§ WHAT IS REQUIRED
Would you please write out each entry precisely as given?

* * *

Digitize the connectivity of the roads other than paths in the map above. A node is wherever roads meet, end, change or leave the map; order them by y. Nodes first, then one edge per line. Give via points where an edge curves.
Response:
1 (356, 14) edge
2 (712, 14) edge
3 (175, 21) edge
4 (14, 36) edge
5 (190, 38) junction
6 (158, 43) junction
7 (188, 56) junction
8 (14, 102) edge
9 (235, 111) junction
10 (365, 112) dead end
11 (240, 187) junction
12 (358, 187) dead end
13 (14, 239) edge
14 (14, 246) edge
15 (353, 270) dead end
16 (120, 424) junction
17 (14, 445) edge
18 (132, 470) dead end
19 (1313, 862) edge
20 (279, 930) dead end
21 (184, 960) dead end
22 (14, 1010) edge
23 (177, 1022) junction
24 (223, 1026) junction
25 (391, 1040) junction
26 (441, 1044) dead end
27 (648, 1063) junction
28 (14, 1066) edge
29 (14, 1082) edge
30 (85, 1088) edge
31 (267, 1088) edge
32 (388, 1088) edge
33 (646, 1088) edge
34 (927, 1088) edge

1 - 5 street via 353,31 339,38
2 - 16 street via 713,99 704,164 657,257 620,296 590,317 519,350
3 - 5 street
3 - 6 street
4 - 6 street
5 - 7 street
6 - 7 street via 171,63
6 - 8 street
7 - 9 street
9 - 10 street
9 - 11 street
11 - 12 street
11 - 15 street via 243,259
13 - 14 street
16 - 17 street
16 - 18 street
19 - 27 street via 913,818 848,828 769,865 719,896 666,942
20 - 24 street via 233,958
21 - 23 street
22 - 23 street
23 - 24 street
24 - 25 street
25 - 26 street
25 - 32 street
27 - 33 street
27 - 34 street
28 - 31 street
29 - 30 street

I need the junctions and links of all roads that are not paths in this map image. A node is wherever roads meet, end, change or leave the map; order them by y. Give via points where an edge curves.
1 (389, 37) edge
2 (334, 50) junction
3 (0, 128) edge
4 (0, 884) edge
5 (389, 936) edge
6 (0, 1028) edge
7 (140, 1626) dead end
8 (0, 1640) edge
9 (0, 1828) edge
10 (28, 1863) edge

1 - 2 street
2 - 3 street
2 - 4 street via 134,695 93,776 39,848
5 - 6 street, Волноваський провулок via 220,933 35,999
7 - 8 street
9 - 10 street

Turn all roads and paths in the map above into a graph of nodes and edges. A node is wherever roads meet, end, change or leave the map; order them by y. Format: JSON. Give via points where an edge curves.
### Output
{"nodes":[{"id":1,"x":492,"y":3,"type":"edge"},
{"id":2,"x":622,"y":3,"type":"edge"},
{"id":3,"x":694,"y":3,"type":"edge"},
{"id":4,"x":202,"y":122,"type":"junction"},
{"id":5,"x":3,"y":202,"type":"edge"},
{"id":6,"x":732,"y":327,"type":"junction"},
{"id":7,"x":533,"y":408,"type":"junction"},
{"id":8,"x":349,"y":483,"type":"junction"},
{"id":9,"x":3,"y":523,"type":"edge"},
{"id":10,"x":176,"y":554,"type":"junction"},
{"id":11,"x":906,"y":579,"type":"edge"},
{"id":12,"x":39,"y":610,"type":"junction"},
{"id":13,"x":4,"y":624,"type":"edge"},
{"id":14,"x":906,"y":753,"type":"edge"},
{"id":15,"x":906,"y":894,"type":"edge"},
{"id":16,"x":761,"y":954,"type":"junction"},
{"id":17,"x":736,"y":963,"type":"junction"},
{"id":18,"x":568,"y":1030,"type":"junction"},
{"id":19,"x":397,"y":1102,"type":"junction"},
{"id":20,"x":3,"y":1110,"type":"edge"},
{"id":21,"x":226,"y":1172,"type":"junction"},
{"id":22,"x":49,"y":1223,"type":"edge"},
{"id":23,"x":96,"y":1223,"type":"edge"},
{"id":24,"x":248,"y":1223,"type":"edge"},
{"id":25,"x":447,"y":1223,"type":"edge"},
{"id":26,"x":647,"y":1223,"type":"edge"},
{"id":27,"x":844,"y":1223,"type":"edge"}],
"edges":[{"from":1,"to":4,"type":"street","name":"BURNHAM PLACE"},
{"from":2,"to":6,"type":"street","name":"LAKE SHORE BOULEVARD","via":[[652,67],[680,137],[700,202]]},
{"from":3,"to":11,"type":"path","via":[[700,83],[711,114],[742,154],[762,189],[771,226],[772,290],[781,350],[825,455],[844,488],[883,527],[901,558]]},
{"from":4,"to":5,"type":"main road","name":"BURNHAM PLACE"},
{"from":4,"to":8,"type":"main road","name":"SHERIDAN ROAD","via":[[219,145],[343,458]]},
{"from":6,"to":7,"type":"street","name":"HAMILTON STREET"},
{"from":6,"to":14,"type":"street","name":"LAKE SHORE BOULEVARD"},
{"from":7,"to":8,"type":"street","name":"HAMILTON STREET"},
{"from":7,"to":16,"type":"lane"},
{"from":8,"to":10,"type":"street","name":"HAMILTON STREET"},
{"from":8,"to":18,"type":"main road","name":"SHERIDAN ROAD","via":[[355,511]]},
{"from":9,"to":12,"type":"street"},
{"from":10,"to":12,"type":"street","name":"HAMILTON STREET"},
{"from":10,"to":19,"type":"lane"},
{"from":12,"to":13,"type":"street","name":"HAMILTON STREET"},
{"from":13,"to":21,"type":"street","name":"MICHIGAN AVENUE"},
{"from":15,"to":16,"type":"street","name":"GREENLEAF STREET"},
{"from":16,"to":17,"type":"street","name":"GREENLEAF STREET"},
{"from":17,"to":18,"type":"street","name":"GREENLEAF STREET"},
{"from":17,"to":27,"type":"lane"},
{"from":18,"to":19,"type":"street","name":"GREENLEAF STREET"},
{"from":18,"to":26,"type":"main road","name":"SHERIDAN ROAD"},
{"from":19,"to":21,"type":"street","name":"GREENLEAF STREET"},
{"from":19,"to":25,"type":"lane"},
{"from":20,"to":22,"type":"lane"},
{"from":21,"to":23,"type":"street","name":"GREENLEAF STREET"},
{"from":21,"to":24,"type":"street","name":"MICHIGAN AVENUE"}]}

* * *

§ THE COMPLETED TASK
Digitize the connectivity of the roads other than paths in the map above. A node is wherever roads meet, end, change or leave the map; order them by y. Nodes first, then one edge per line. Give via points where an edge curves.
Response:
1 (356, 14) edge
2 (712, 14) edge
3 (175, 21) edge
4 (14, 36) edge
5 (190, 38) junction
6 (158, 43) junction
7 (188, 56) junction
8 (14, 102) edge
9 (235, 111) junction
10 (365, 112) dead end
11 (240, 187) junction
12 (358, 187) dead end
13 (14, 239) edge
14 (14, 246) edge
15 (353, 270) dead end
16 (120, 424) junction
17 (14, 445) edge
18 (132, 470) dead end
19 (1313, 862) edge
20 (279, 930) dead end
21 (184, 960) dead end
22 (14, 1010) edge
23 (177, 1022) junction
24 (223, 1026) junction
25 (391, 1040) junction
26 (441, 1044) dead end
27 (648, 1063) junction
28 (14, 1066) edge
29 (14, 1082) edge
30 (85, 1088) edge
31 (267, 1088) edge
32 (388, 1088) edge
33 (646, 1088) edge
34 (927, 1088) edge

1 - 5 street via 353,31 339,38
2 - 16 street via 713,99 704,164 657,257 620,296 590,317 519,350
3 - 5 street
3 - 6 street
4 - 6 street
5 - 7 street
6 - 7 street via 171,63
6 - 8 street
7 - 9 street
9 - 10 street
9 - 11 street
11 - 12 street
11 - 15 street via 243,259
13 - 14 street
16 - 17 street
16 - 18 street
19 - 27 street via 913,818 848,828 769,865 719,896 666,942
20 - 24 street via 233,958
21 - 23 street
22 - 23 street
23 - 24 street
24 - 25 street
25 - 26 street
25 - 32 street
27 - 33 street
27 - 34 street
28 - 31 street
29 - 30 street

I need the junctions and links of all roads that are not paths in this map image. A node is wherever roads meet, end, change or leave the map; order them by y. Give via points where an edge curves.
1 (389, 37) edge
2 (334, 50) junction
3 (0, 128) edge
4 (0, 884) edge
5 (389, 936) edge
6 (0, 1028) edge
7 (140, 1626) dead end
8 (0, 1640) edge
9 (0, 1828) edge
10 (28, 1863) edge

1 - 2 street
2 - 3 street
2 - 4 street via 134,695 93,776 39,848
5 - 6 street, Волноваський провулок via 220,933 35,999
7 - 8 street
9 - 10 street

Turn all roads and paths in the map above into a graph of nodes and edges. A node is wherever roads meet, end, change or leave the map; order them by y. Format: JSON. Give via points where an edge curves.
### Output
{"nodes":[{"id":1,"x":492,"y":3,"type":"edge"},
{"id":2,"x":622,"y":3,"type":"edge"},
{"id":3,"x":694,"y":3,"type":"edge"},
{"id":4,"x":202,"y":122,"type":"junction"},
{"id":5,"x":3,"y":202,"type":"edge"},
{"id":6,"x":732,"y":327,"type":"junction"},
{"id":7,"x":533,"y":408,"type":"junction"},
{"id":8,"x":349,"y":483,"type":"junction"},
{"id":9,"x":3,"y":523,"type":"edge"},
{"id":10,"x":176,"y":554,"type":"junction"},
{"id":11,"x":906,"y":579,"type":"edge"},
{"id":12,"x":39,"y":610,"type":"junction"},
{"id":13,"x":4,"y":624,"type":"edge"},
{"id":14,"x":906,"y":753,"type":"edge"},
{"id":15,"x":906,"y":894,"type":"edge"},
{"id":16,"x":761,"y":954,"type":"junction"},
{"id":17,"x":736,"y":963,"type":"junction"},
{"id":18,"x":568,"y":1030,"type":"junction"},
{"id":19,"x":397,"y":1102,"type":"junction"},
{"id":20,"x":3,"y":1110,"type":"edge"},
{"id":21,"x":226,"y":1172,"type":"junction"},
{"id":22,"x":49,"y":1223,"type":"edge"},
{"id":23,"x":96,"y":1223,"type":"edge"},
{"id":24,"x":248,"y":1223,"type":"edge"},
{"id":25,"x":447,"y":1223,"type":"edge"},
{"id":26,"x":647,"y":1223,"type":"edge"},
{"id":27,"x":844,"y":1223,"type":"edge"}],
"edges":[{"from":1,"to":4,"type":"street","name":"BURNHAM PLACE"},
{"from":2,"to":6,"type":"street","name":"LAKE SHORE BOULEVARD","via":[[652,67],[680,137],[700,202]]},
{"from":3,"to":11,"type":"path","via":[[700,83],[711,114],[742,154],[762,189],[771,226],[772,290],[781,350],[825,455],[844,488],[883,527],[901,558]]},
{"from":4,"to":5,"type":"main road","name":"BURNHAM PLACE"},
{"from":4,"to":8,"type":"main road","name":"SHERIDAN ROAD","via":[[219,145],[343,458]]},
{"from":6,"to":7,"type":"street","name":"HAMILTON STREET"},
{"from":6,"to":14,"type":"street","name":"LAKE SHORE BOULEVARD"},
{"from":7,"to":8,"type":"street","name":"HAMILTON STREET"},
{"from":7,"to":16,"type":"lane"},
{"from":8,"to":10,"type":"street","name":"HAMILTON STREET"},
{"from":8,"to":18,"type":"main road","name":"SHERIDAN ROAD","via":[[355,511]]},
{"from":9,"to":12,"type":"street"},
{"from":10,"to":12,"type":"street","name":"HAMILTON STREET"},
{"from":10,"to":19,"type":"lane"},
{"from":12,"to":13,"type":"street","name":"HAMILTON STREET"},
{"from":13,"to":21,"type":"street","name":"MICHIGAN AVENUE"},
{"from":15,"to":16,"type":"street","name":"GREENLEAF STREET"},
{"from":16,"to":17,"type":"street","name":"GREENLEAF STREET"},
{"from":17,"to":18,"type":"street","name":"GREENLEAF STREET"},
{"from":17,"to":27,"type":"lane"},
{"from":18,"to":19,"type":"street","name":"GREENLEAF STREET"},
{"from":18,"to":26,"type":"main road","name":"SHERIDAN ROAD"},
{"from":19,"to":21,"type":"street","name":"GREENLEAF STREET"},
{"from":19,"to":25,"type":"lane"},
{"from":20,"to":22,"type":"lane"},
{"from":21,"to":23,"type":"street","name":"GREENLEAF STREET"},
{"from":21,"to":24,"type":"street","name":"MICHIGAN AVENUE"}]}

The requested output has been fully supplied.